**Stored items from a collection**
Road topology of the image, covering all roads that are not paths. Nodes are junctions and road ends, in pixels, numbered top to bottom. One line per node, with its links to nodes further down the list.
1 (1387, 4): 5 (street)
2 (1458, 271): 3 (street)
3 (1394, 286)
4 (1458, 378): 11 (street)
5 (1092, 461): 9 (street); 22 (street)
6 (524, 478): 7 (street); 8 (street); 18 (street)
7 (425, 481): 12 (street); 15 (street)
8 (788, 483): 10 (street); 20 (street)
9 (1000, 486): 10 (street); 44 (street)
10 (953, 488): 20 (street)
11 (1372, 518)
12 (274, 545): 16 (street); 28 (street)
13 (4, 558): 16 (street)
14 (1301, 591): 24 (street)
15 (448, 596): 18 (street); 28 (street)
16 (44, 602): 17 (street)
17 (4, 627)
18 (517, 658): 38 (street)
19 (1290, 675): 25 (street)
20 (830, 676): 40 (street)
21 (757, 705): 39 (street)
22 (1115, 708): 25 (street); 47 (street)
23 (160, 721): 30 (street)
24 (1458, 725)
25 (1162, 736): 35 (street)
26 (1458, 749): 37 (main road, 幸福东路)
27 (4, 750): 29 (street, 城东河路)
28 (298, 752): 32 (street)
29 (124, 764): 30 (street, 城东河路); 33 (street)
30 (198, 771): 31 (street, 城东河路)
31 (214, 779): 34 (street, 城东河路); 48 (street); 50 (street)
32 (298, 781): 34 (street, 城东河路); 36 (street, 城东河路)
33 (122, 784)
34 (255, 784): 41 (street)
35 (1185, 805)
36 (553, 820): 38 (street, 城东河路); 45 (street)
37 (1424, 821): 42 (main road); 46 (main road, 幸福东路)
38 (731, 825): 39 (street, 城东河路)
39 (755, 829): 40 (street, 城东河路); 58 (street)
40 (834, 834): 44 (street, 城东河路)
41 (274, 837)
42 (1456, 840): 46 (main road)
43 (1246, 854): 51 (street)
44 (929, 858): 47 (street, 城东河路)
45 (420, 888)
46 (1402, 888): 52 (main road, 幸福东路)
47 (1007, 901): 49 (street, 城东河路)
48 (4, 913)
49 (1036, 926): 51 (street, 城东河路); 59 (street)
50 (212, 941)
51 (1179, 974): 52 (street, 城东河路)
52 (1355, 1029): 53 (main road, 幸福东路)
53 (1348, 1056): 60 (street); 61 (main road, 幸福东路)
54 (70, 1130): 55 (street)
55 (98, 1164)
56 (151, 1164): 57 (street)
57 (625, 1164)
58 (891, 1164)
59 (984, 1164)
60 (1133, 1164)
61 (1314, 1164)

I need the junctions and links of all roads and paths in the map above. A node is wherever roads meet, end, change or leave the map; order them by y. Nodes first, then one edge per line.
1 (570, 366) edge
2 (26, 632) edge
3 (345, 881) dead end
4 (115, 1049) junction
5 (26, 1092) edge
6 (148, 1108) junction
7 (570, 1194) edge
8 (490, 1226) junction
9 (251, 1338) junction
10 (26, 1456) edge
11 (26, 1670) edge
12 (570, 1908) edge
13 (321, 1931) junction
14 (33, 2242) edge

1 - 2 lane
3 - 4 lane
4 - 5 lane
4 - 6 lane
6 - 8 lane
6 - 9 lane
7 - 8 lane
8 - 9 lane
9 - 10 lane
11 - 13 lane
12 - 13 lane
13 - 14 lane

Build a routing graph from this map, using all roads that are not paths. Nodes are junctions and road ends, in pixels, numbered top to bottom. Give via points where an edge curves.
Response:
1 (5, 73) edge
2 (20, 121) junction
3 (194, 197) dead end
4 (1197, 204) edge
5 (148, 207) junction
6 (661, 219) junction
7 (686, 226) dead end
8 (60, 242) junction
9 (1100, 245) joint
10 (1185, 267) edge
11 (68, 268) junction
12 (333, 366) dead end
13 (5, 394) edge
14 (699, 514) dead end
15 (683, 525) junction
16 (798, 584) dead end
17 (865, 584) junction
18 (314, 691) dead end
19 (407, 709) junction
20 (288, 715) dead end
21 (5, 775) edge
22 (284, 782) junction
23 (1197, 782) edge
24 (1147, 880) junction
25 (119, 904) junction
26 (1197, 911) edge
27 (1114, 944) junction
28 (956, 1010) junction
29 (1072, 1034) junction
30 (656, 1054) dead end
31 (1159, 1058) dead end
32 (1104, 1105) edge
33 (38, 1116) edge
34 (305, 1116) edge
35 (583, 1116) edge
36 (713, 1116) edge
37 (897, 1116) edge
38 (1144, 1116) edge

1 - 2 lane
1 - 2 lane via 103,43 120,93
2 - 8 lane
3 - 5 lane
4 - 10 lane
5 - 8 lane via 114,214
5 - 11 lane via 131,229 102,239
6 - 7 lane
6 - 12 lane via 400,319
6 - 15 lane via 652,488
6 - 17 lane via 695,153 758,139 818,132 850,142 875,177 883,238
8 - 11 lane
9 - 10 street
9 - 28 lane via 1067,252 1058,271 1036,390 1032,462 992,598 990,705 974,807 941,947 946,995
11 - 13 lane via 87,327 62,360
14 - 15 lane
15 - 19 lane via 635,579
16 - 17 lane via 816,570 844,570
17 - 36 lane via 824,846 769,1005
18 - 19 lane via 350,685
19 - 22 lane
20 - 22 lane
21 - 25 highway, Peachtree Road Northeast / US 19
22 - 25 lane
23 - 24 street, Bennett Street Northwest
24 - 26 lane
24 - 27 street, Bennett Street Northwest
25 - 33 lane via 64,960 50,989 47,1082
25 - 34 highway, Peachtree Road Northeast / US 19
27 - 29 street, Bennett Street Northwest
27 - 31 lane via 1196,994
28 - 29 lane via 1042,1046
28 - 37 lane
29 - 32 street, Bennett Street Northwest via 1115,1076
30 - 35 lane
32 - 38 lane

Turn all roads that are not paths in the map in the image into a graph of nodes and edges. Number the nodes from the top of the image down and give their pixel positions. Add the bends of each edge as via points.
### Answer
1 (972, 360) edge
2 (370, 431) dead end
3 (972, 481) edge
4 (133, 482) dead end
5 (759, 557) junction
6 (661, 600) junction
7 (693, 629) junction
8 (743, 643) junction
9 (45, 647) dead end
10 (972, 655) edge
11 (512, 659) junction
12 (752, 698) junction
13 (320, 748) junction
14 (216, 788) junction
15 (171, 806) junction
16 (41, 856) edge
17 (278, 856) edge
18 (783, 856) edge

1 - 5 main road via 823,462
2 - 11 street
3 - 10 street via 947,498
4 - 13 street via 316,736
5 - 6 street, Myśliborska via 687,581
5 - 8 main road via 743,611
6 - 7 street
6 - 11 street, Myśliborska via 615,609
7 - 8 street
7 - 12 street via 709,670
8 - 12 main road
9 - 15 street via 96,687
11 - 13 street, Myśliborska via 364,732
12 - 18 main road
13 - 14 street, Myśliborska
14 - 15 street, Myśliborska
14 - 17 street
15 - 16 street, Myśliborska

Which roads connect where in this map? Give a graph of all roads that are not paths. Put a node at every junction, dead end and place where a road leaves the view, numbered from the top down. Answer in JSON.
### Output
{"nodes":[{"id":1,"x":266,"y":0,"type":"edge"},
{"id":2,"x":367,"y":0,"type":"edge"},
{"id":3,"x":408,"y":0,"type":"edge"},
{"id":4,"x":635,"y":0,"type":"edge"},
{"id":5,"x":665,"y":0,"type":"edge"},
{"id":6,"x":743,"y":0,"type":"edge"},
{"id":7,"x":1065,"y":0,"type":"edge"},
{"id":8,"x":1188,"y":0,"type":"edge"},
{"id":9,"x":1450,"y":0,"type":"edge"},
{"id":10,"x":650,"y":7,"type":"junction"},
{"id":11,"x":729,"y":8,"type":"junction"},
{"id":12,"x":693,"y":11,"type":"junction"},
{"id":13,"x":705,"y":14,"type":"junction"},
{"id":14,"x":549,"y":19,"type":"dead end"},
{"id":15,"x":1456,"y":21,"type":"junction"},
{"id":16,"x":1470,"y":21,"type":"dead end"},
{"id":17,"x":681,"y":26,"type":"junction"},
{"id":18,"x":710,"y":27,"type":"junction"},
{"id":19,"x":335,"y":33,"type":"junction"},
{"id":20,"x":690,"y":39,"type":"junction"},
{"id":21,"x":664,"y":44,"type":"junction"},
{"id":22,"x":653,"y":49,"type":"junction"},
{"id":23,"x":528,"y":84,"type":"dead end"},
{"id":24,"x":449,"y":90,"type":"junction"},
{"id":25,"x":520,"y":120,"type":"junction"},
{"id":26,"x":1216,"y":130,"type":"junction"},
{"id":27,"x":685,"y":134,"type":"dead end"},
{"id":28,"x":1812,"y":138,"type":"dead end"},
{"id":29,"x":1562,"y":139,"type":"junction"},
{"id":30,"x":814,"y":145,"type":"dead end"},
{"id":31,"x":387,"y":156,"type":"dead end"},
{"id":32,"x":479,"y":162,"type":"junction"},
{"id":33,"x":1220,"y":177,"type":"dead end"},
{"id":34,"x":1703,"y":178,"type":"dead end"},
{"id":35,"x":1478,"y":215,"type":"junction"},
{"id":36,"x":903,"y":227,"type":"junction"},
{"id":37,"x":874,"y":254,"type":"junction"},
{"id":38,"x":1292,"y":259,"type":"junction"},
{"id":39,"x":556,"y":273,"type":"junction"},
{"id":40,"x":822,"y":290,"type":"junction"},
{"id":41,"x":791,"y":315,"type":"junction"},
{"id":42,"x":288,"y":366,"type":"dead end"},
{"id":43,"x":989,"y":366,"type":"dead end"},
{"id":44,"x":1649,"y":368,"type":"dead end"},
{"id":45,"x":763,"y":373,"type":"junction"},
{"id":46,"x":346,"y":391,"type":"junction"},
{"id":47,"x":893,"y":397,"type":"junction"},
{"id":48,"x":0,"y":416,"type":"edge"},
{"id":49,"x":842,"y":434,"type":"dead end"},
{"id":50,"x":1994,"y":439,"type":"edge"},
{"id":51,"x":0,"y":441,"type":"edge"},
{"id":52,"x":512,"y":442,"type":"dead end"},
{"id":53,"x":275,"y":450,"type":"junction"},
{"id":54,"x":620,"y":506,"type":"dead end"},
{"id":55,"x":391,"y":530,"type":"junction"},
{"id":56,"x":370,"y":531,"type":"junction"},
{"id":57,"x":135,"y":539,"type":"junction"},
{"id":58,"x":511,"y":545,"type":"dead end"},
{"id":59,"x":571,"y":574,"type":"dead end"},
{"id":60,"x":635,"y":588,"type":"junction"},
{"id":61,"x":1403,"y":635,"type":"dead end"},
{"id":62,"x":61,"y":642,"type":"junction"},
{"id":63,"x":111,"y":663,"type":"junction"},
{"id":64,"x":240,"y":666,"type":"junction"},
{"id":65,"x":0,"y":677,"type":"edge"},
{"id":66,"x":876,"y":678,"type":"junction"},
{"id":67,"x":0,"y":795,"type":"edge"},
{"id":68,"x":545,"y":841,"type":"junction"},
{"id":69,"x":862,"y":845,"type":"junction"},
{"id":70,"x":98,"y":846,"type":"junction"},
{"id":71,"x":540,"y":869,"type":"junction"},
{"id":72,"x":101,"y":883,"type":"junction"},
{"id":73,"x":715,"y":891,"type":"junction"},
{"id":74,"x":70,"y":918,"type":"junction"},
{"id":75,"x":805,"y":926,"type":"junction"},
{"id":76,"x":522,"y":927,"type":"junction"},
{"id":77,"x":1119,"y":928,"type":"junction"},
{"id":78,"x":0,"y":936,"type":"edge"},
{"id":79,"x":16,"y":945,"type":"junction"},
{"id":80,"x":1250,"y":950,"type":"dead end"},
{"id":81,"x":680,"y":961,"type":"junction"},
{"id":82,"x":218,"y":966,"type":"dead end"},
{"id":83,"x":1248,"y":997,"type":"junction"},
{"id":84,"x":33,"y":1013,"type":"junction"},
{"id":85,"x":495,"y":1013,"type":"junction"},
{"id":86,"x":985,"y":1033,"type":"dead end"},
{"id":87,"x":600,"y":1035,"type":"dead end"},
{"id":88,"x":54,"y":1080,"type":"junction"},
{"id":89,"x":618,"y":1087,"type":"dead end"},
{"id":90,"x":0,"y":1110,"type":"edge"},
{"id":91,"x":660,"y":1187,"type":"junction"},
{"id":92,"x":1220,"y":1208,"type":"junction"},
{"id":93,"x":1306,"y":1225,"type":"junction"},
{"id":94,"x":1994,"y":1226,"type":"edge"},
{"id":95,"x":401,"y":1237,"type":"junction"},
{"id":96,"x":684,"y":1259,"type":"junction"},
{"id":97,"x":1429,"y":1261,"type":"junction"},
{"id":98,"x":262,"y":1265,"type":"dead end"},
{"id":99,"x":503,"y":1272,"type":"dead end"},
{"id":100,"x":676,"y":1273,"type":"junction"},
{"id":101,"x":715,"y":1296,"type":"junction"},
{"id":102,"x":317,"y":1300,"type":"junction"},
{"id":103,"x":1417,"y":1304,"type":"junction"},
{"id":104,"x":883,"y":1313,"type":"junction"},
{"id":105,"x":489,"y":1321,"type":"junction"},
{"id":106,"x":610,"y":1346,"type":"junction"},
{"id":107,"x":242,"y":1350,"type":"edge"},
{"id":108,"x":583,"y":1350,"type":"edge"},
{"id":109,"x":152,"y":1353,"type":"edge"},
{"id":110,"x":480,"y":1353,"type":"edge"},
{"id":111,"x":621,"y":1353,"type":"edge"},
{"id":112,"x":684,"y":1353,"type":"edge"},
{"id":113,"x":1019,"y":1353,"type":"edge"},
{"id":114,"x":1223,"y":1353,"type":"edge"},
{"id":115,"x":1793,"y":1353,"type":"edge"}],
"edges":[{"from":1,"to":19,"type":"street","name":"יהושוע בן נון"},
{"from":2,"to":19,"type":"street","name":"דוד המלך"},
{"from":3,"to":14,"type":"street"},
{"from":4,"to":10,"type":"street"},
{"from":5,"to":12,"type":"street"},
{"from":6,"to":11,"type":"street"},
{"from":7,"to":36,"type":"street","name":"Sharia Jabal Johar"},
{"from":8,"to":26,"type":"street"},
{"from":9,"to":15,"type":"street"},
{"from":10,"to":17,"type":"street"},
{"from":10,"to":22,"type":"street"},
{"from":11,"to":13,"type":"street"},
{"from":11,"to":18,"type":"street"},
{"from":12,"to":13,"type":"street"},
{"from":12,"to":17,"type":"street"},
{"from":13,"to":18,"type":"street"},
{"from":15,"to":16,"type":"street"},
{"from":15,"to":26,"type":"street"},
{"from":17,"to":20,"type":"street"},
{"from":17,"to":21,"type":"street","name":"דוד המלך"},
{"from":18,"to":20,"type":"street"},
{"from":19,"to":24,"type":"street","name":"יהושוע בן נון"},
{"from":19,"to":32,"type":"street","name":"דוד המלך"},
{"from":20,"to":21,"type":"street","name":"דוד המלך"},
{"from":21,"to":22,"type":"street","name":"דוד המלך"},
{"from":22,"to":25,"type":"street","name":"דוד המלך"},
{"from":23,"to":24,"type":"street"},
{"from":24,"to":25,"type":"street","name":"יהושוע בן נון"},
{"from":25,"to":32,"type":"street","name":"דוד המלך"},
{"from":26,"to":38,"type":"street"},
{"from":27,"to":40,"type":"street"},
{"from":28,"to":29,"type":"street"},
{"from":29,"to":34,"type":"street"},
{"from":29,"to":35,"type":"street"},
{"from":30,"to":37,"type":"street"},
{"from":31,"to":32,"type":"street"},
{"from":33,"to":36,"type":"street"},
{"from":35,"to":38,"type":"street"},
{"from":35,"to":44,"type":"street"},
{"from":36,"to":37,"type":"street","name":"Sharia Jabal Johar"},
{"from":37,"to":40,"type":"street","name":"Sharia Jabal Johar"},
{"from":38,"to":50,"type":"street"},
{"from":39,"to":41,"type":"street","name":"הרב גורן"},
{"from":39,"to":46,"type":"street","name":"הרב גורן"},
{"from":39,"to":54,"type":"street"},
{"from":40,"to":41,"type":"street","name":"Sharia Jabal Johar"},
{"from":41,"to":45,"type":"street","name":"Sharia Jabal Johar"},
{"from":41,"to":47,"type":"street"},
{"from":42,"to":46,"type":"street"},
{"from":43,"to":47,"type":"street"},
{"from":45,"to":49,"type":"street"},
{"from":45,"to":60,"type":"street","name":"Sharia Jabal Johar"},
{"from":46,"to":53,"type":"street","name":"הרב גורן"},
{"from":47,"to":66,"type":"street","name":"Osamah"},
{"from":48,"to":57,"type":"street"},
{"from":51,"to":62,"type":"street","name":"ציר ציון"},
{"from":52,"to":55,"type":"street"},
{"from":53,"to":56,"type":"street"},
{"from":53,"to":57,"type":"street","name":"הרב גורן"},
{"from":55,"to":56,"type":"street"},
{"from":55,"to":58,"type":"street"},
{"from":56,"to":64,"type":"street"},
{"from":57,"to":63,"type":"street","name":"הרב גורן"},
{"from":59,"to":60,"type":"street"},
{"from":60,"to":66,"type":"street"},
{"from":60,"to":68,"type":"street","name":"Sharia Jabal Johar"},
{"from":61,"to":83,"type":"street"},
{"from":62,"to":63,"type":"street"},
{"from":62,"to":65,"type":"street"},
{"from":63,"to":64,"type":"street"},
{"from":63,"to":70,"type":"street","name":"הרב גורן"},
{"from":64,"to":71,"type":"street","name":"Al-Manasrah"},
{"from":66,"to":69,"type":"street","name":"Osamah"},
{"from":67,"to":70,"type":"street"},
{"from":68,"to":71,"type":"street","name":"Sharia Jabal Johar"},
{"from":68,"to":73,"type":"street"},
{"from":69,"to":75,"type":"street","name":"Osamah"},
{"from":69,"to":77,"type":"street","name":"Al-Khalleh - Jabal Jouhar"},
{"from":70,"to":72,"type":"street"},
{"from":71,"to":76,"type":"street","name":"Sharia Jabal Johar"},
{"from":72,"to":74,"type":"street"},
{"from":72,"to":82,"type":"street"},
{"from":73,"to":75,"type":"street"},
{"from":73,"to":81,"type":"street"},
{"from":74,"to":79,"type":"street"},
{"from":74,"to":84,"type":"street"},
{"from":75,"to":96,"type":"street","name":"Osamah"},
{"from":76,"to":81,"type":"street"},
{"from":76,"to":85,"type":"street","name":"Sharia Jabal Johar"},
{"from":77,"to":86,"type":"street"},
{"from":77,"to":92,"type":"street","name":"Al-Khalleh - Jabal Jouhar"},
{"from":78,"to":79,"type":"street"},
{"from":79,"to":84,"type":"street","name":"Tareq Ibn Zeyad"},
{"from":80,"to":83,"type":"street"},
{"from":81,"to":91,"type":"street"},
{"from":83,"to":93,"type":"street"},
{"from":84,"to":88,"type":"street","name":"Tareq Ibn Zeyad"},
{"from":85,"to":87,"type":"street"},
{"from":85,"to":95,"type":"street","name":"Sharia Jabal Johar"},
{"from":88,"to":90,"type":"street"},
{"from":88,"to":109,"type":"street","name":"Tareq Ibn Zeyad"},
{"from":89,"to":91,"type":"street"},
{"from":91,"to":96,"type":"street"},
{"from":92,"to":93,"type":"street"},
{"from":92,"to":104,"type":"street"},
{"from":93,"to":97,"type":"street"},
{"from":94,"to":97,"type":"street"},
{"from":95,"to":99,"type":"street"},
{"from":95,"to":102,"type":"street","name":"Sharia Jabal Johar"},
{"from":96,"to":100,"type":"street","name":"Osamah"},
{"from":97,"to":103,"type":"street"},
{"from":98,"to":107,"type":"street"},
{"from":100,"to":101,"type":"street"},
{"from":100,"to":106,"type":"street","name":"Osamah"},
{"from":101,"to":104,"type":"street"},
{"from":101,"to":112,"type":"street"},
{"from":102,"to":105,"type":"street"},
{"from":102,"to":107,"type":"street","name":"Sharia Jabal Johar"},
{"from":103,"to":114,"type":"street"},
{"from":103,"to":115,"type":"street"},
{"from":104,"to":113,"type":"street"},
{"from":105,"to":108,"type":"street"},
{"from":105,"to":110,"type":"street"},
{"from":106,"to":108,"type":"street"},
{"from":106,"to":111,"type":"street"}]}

**Task objective**
Go through the entries and return each line where the word "Peachtree" occurs.

**Exercise solution**
21 - 25 highway, Peachtree Road Northeast / US 19
25 - 34 highway, Peachtree Road Northeast / US 19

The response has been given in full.